Plus tôt cette semaine, alors que nous étions assis devant le tout nouveau ministre des Affaires étrangères, le député Gideon Saar, il a partagé qu’il était fatigué, travaillant dans les fumées, après une nuit de votes au plénum de la Knesset.

Il a ouvert les tiroirs du bureau du ministre des Affaires étrangères à Jérusalem, auxquels il n'avait pas encore pris l'habitude. Comme il n'avait dormi que deux heures la nuit précédente, il a demandé à ses collaborateurs s'ils avaient du chocolat ou des barres énergétiques. Dans cette interview exclusive, il a assuré au Magazine que, puisqu’il a des décennies d’expérience en tant que politicien, la fatigue n’affectera pas sa capacité à parler de toutes les menaces et opportunités pour Israël dans un avenir proche.

Il n’est pas du genre à fuir les réalités complexes de la diplomatie. Il a abordé des questions urgentes avec une approche pragmatique, allant des ambitions nucléaires de l’Iran à l’instabilité régionale en Syrie, en passant par les relations avec les États-Unis et les relations diplomatiques délicates avec l’Europe. Dans une interview franche, Saar a partagé sa vision, exposant les défis et les opportunités qui attendent Israël sur la scène internationale.

Le deuxième mandat de Trump, « une opportunité »

Saar a commencé par exprimer son optimisme quant à la prochaine présidence de Donald Trump, soulignant l’alignement entre les deux nations sur des questions stratégiques clés. « Avant tout, il existe une perspective commune sur la question iranienne, qui a le potentiel de conduire à un accord stratégique au plus haut niveau », a fait remarquer Saar.

Il a considéré la première présidence de Trump comme une période de avancées significatives pour Israël, citant la doctrine Pompeo sur les colonies, la reconnaissance de la souveraineté israélienne sur le plateau du Golan et le transfert de l’ambassade américaine à Jérusalem. « Il s’agissait de mesures révolutionnaires qui ne constituaient pas une politique standard, même selon les termes américains », a-t-il déclaré.

(Illustration) Le ministre des Affaires étrangères Gideon Sa'ar sur fond de recrues militaires houthies. (crédit : Canva, MINISTÈRE DES ÉTRANGERS, REUTERS/KHALED ABDULLAH)

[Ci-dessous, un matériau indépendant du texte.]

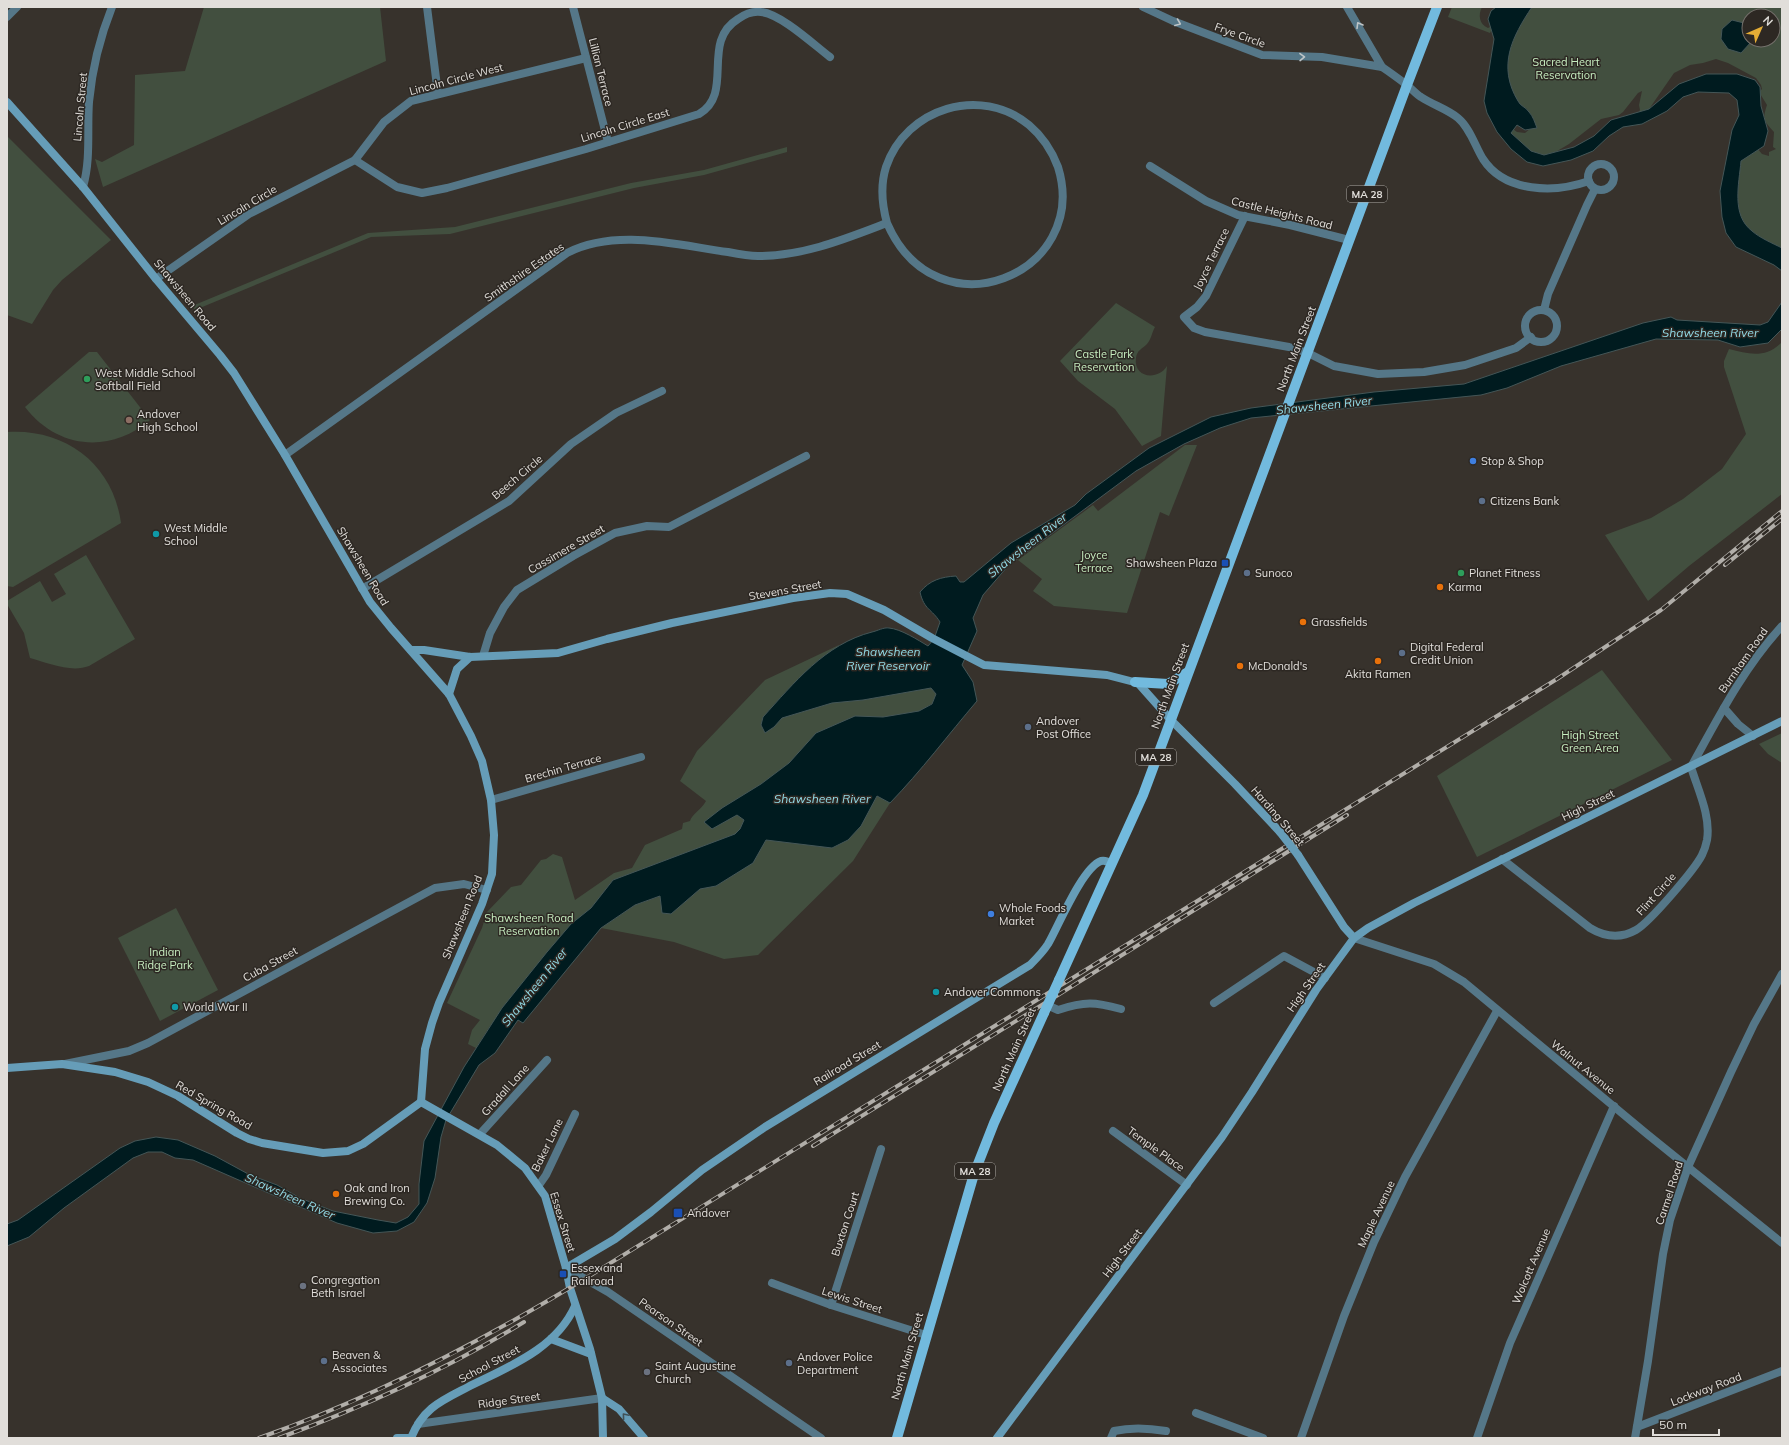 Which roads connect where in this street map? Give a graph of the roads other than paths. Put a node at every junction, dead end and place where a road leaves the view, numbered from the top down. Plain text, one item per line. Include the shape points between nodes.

Reconnaissant que les désaccords avec Washington sont inévitables, Saar a néanmoins souligné l’importance stratégique des points de vue partagés. « Lorsqu’il n’y a pas de fossé clair entre nous et l’Amérique, Israël devient diplomatiquement plus fort », a-t-il expliqué. Cet alignement, a-t-il ajouté, a un effet dissuasif sur les adversaires d’Israël, qui recherchent souvent des fissures entre les deux nations. « Nos adversaires sont toujours à la recherche de divisions dans la relation entre les États-Unis et Israël », a-t-il déclaré.

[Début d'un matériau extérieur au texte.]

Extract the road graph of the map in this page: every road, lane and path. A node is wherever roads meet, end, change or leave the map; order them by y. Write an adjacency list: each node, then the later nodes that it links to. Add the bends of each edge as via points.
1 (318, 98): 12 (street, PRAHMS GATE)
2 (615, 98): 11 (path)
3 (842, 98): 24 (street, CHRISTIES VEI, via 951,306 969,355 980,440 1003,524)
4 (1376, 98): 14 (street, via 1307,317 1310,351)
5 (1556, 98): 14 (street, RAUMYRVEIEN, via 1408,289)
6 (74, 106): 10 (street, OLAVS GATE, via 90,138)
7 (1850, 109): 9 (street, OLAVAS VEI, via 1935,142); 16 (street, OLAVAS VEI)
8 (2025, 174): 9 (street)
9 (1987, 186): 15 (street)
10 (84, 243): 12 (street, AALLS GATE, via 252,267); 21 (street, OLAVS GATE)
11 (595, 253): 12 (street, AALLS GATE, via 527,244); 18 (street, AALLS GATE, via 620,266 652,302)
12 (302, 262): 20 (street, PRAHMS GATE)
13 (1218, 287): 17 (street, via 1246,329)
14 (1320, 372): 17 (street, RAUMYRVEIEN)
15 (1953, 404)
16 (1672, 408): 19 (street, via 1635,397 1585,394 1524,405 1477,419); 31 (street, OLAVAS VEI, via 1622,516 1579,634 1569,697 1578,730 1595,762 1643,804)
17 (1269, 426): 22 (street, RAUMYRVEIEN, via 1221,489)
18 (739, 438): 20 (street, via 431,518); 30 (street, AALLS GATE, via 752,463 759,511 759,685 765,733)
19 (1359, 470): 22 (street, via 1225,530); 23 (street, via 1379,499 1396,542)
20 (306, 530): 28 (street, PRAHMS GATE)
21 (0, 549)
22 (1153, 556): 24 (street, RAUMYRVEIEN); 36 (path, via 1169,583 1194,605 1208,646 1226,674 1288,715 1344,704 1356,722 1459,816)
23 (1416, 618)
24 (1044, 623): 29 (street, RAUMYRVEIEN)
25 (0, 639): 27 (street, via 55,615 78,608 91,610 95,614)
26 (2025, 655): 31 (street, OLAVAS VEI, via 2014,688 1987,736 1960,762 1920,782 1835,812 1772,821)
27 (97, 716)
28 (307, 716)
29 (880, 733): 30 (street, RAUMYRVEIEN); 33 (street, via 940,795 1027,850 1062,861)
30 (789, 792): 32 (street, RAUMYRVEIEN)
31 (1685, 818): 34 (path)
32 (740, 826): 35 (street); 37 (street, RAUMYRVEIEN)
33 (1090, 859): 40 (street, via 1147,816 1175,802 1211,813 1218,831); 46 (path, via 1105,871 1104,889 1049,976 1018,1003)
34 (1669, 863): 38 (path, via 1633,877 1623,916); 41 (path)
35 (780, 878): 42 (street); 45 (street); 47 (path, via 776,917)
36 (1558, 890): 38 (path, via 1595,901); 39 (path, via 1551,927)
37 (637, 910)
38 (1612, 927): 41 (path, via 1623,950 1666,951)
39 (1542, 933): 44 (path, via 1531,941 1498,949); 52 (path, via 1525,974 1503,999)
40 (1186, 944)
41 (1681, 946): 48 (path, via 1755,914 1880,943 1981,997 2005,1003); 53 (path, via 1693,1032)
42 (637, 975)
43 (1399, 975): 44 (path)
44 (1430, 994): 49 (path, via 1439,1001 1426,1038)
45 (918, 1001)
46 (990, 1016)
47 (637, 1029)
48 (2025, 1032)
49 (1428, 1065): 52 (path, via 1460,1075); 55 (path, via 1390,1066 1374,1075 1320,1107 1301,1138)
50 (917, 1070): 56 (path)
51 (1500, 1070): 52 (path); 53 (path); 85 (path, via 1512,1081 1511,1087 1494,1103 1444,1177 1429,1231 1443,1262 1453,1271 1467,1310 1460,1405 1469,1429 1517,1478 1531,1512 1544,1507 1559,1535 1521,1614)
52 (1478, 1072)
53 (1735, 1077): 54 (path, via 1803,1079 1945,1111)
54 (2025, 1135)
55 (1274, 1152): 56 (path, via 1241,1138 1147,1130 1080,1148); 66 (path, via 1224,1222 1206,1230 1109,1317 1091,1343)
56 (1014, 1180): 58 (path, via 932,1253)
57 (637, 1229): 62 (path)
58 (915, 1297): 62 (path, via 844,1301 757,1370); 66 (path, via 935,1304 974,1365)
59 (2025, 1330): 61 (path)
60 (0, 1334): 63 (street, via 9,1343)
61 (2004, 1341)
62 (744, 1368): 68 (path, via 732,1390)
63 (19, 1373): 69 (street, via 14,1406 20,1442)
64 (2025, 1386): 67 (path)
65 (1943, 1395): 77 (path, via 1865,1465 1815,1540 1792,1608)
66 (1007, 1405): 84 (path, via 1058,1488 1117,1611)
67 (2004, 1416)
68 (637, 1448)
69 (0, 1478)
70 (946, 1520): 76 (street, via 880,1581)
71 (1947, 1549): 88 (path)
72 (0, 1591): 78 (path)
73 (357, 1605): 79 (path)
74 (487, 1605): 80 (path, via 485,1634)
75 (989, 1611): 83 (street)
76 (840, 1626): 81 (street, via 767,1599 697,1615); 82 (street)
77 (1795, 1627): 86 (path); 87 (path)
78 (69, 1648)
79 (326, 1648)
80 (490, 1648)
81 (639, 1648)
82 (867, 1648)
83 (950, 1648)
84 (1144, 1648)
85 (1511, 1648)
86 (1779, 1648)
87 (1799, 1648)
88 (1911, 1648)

Même s’il faudra faire preuve de flexibilité pour gérer les différences, Sa’ar est convaincu que les bases de la collaboration sont solides. « On ne peut pas s’attendre à toujours obtenir exactement ce que l’on veut, mais la flexibilité est essentielle en diplomatie », a-t-il déclaré.

Présence israélienne à Gaza

Lorsqu’on lui a demandé s’il pensait qu’il y aurait toujours une présence militaire israélienne à Gaza, Saar a été sans équivoque : « Mon hypothèse de travail est que dans un avenir proche, nous seuls pouvons assurer notre sécurité. » Il a toutefois précisé que cela ne signifie pas le rétablissement des colonies juives à Gaza. « Même si je me suis opposé au désengagement [de Gush Katif, les colonies israéliennes dans la bande de Gaza en 2005], les objectifs fixés par le gouvernement n'incluent pas de tels plans », a-t-il déclaré.

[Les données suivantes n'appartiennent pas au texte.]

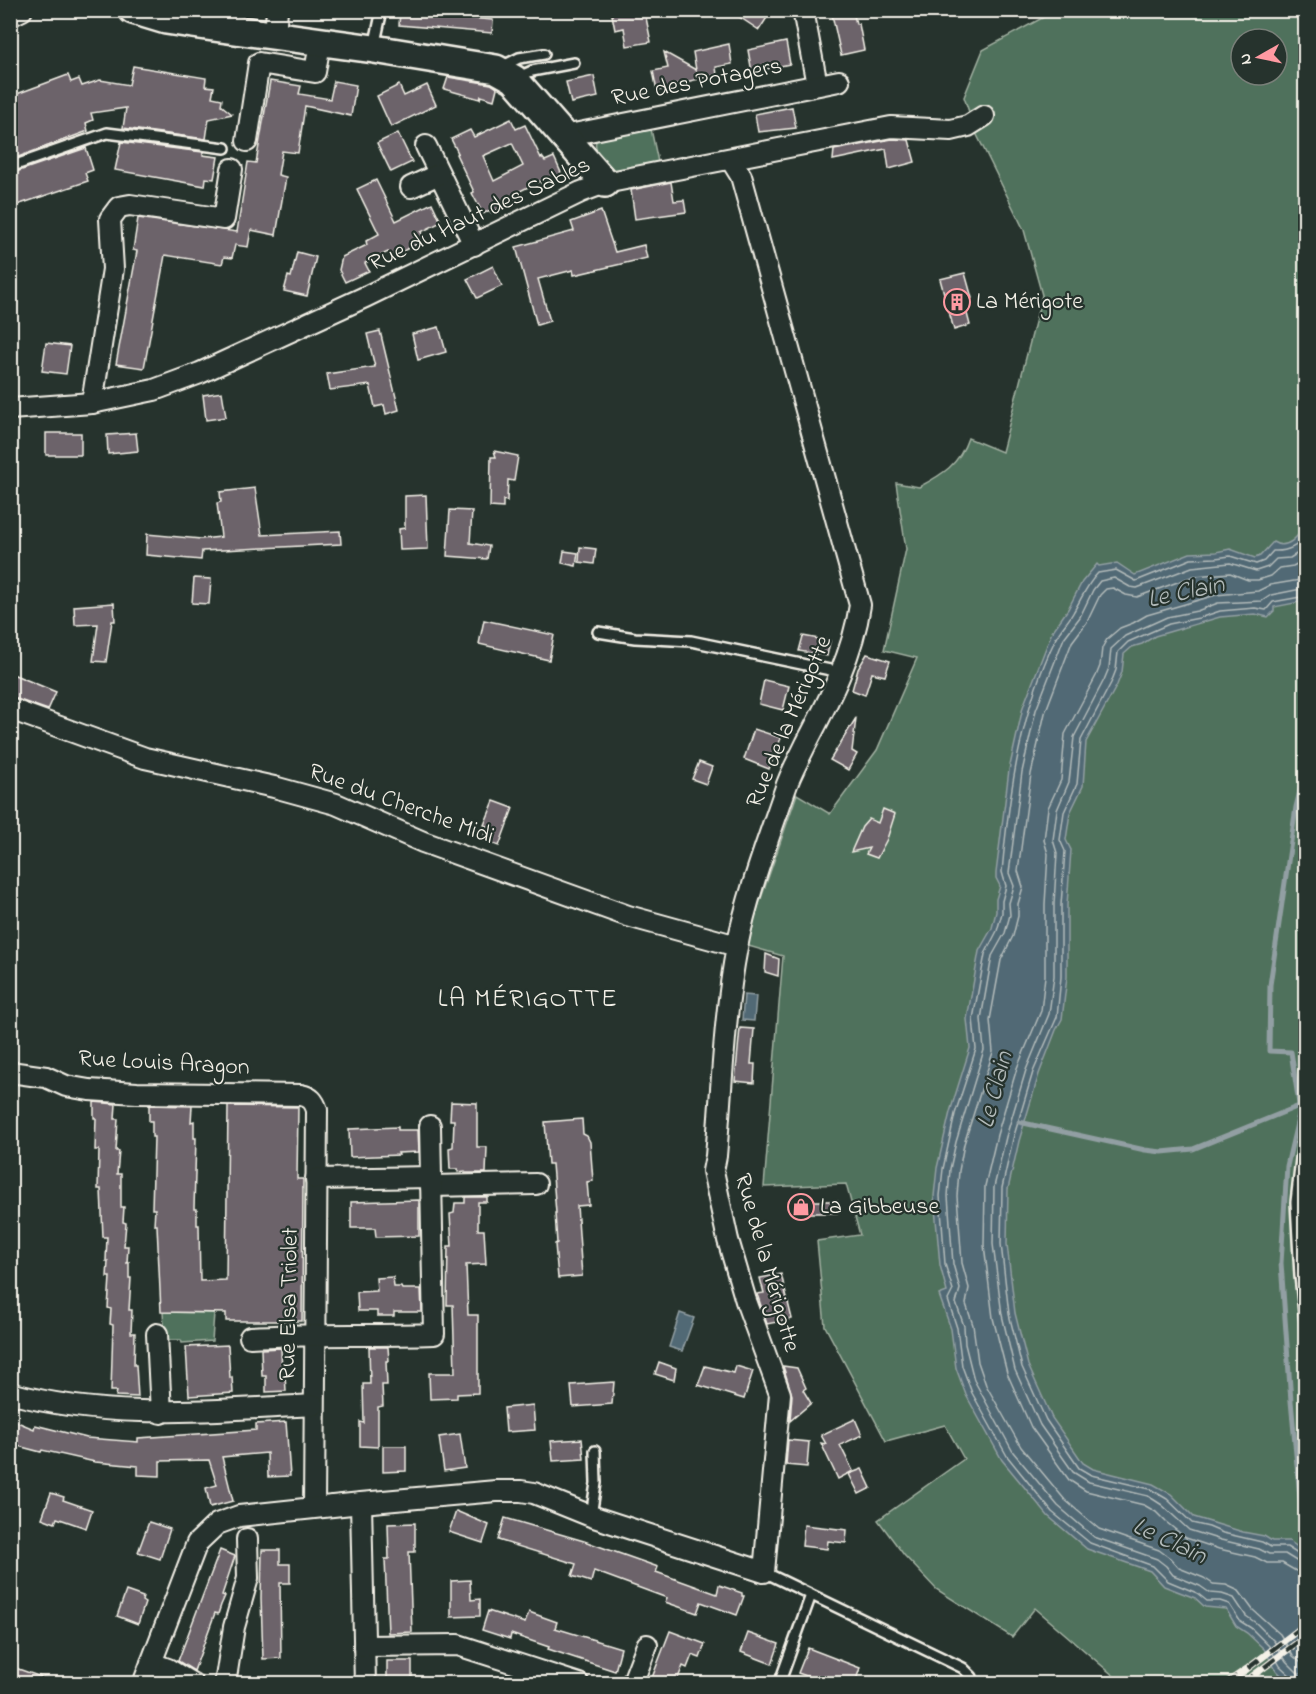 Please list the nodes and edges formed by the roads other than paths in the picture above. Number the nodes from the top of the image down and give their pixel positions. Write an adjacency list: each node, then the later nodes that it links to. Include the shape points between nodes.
1 (22, 10): 5 (street)
2 (133, 10): 6 (street, via 188,23)
3 (382, 10): 8 (lane)
4 (803, 10): 13 (street)
5 (10, 16)
6 (276, 23): 7 (street)
7 (320, 43): 8 (street); 16 (street, via 315,72 259,63)
8 (374, 50): 11 (street)
9 (544, 54): 11 (lane, via 519,58)
10 (574, 63): 11 (lane)
11 (505, 74): 15 (street)
12 (839, 81): 13 (street, Rue des Potagers)
13 (817, 85): 15 (street, Rue des Potagers)
14 (984, 116): 19 (street, Rue du Haut des Sables, via 951,130 891,128)
15 (564, 136): 23 (street)
16 (247, 141)
17 (426, 146): 22 (street)
18 (225, 148): 20 (lane, via 107,133)
19 (730, 160): 23 (street, Rue du Haut des Sables); 29 (street, Rue de la Mérigotte, via 741,176 860,605 851,648)
20 (10, 167)
21 (232, 169): 26 (street, via 224,219 130,205 119,207 110,219 113,269)
22 (439, 174): 24 (street); 25 (street)
23 (605, 183): 25 (street, Rue du Haut des Sables)
24 (411, 187)
25 (474, 245): 26 (street, Rue du Haut des Sables, via 200,373 154,390)
26 (92, 403): 27 (street, Rue du Haut des Sables)
27 (10, 409)
28 (598, 632): 29 (lane, via 691,641)
29 (840, 672): 31 (street, Rue de la Mérigotte, via 786,786)
30 (10, 709): 31 (street, Rue du Cherche Midi, via 145,758 336,804 423,842 628,916)
31 (737, 946): 51 (street, Rue de la Mérigotte, via 713,1171 746,1301 780,1394)
32 (10, 1072): 33 (street, Rue Louis Aragon, via 46,1077 89,1090 301,1095)
33 (314, 1101): 36 (street, Rue Elsa Triolet)
34 (1305, 1116): 39 (lane, via 1296,1202)
35 (430, 1126): 37 (street)
36 (316, 1179): 37 (street); 41 (street, Rue Elsa Triolet)
37 (431, 1182): 38 (street); 41 (street, via 435,1335)
38 (537, 1184)
39 (1305, 1330)
40 (158, 1334): 45 (street)
41 (315, 1334): 42 (street); 44 (street, Rue Elsa Triolet)
42 (250, 1337)
43 (10, 1393): 45 (street, via 68,1407)
44 (314, 1405): 45 (street, via 254,1400); 48 (street, Rue Elsa Triolet)
45 (161, 1413)
46 (595, 1451): 49 (lane)
47 (360, 1503): 48 (street); 49 (street, via 521,1491); 54 (street)
48 (314, 1507): 55 (street, via 231,1518 210,1529 193,1550)
49 (591, 1516): 51 (street)
50 (247, 1539): 59 (street, via 249,1578 234,1627)
51 (764, 1572): 52 (lane)
52 (811, 1595): 56 (lane, via 963,1668); 63 (lane)
53 (647, 1645): 62 (street)
54 (364, 1646): 60 (street); 61 (street, via 458,1645)
55 (151, 1663): 57 (street); 58 (street)
56 (972, 1677)
57 (143, 1683)
58 (193, 1683)
59 (225, 1683)
60 (365, 1683)
61 (579, 1683)
62 (632, 1683)
63 (779, 1683)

Saar a exprimé son scepticisme quant à l’existence d’une force extérieure capable de garantir efficacement la sécurité à Gaza. « Je doute qu’il y ait une entité efficace capable d’assurer la sécurité à Gaza, c’est pourquoi je pense qu’Israël devra rester la force de contrôle de la Méditerranée jusqu’au Jourdain, à l’ouest du fleuve », a-t-il déclaré.

Il a décrit le régime du Hamas en termes bruts : « Ce qui s’est produit à Gaza est la création d’une force militaire étrangère. Il ne s’agit pas seulement d’une organisation terroriste : c’est un État terroriste do...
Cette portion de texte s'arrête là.